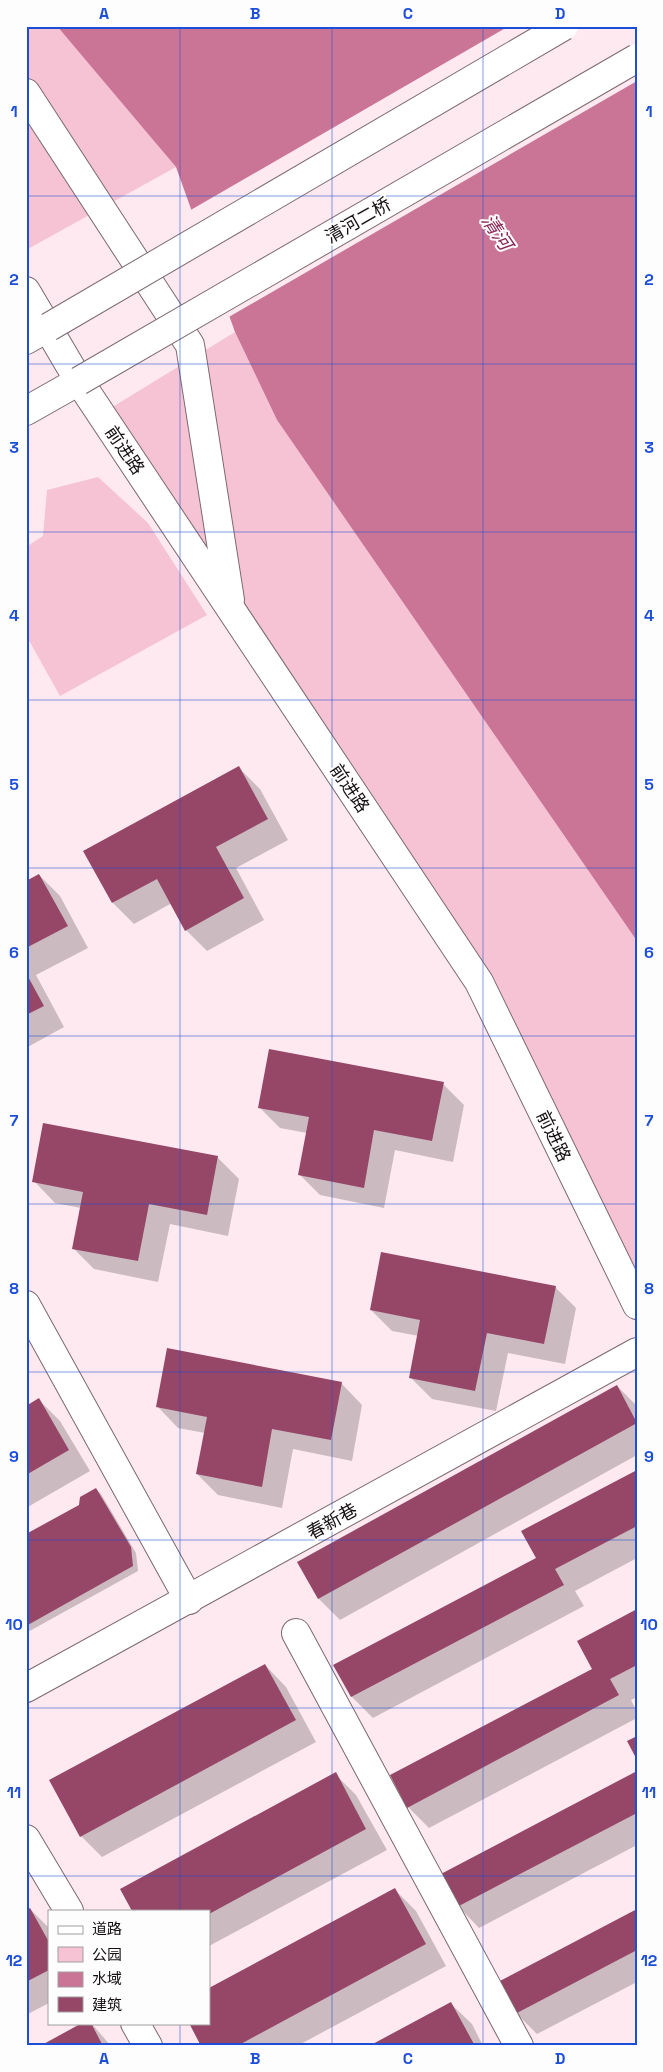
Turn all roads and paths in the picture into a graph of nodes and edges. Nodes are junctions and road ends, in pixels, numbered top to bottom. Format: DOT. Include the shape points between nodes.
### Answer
graph roads {
  1 [pos="564,26"];
  2 [pos="637,58"];
  3 [pos="26,93"];
  4 [pos="26,291"];
  5 [pos="38,334"];
  6 [pos="79,381"];
  7 [pos="26,412"];
  8 [pos="231,610"];
  9 [pos="26,1305"];
  10 [pos="637,1305"];
  11 [pos="637,1352"];
  12 [pos="189,1600"];
  13 [pos="296,1633"];
  14 [pos="26,1688"];
  15 [pos="26,1839"];
  16 [pos="68,1910"];
  17 [pos="136,2024"];
  18 [pos="148,2046"];
  19 [pos="519,2046"];
  1 -- 5 [label="street, bridge"];
  2 -- 6 [label="street, 清河二桥, bridge"];
  3 -- 8 [label="street" via="190,346"];
  4 -- 5 [label="street, 前进路"];
  5 -- 6 [label="street, 前进路"];
  6 -- 7 [label="street, 清河二桥"];
  6 -- 8 [label="street, 前进路"];
  8 -- 10 [label="street, 前进路" via="479,982"];
  9 -- 12 [label="street"];
  11 -- 12 [label="street, 春新巷"];
  12 -- 14 [label="street, 春新巷"];
  13 -- 19 [label="street"];
  15 -- 16 [label="street"];
  17 -- 18 [label="street"];
}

> Work order
Copy the listing exactly but drop its images.

> Task result
Turn all roads and paths in the picture into a graph of nodes and edges. Nodes are junctions and road ends, in pixels, numbered top to bottom. Format: DOT. Include the shape points between nodes.
### Answer
graph roads {
  1 [pos="564,26"];
  2 [pos="637,58"];
  3 [pos="26,93"];
  4 [pos="26,291"];
  5 [pos="38,334"];
  6 [pos="79,381"];
  7 [pos="26,412"];
  8 [pos="231,610"];
  9 [pos="26,1305"];
  10 [pos="637,1305"];
  11 [pos="637,1352"];
  12 [pos="189,1600"];
  13 [pos="296,1633"];
  14 [pos="26,1688"];
  15 [pos="26,1839"];
  16 [pos="68,1910"];
  17 [pos="136,2024"];
  18 [pos="148,2046"];
  19 [pos="519,2046"];
  1 -- 5 [label="street, bridge"];
  2 -- 6 [label="street, 清河二桥, bridge"];
  3 -- 8 [label="street" via="190,346"];
  4 -- 5 [label="street, 前进路"];
  5 -- 6 [label="street, 前进路"];
  6 -- 7 [label="street, 清河二桥"];
  6 -- 8 [label="street, 前进路"];
  8 -- 10 [label="street, 前进路" via="479,982"];
  9 -- 12 [label="street"];
  11 -- 12 [label="street, 春新巷"];
  12 -- 14 [label="street, 春新巷"];
  13 -- 19 [label="street"];
  15 -- 16 [label="street"];
  17 -- 18 [label="street"];
}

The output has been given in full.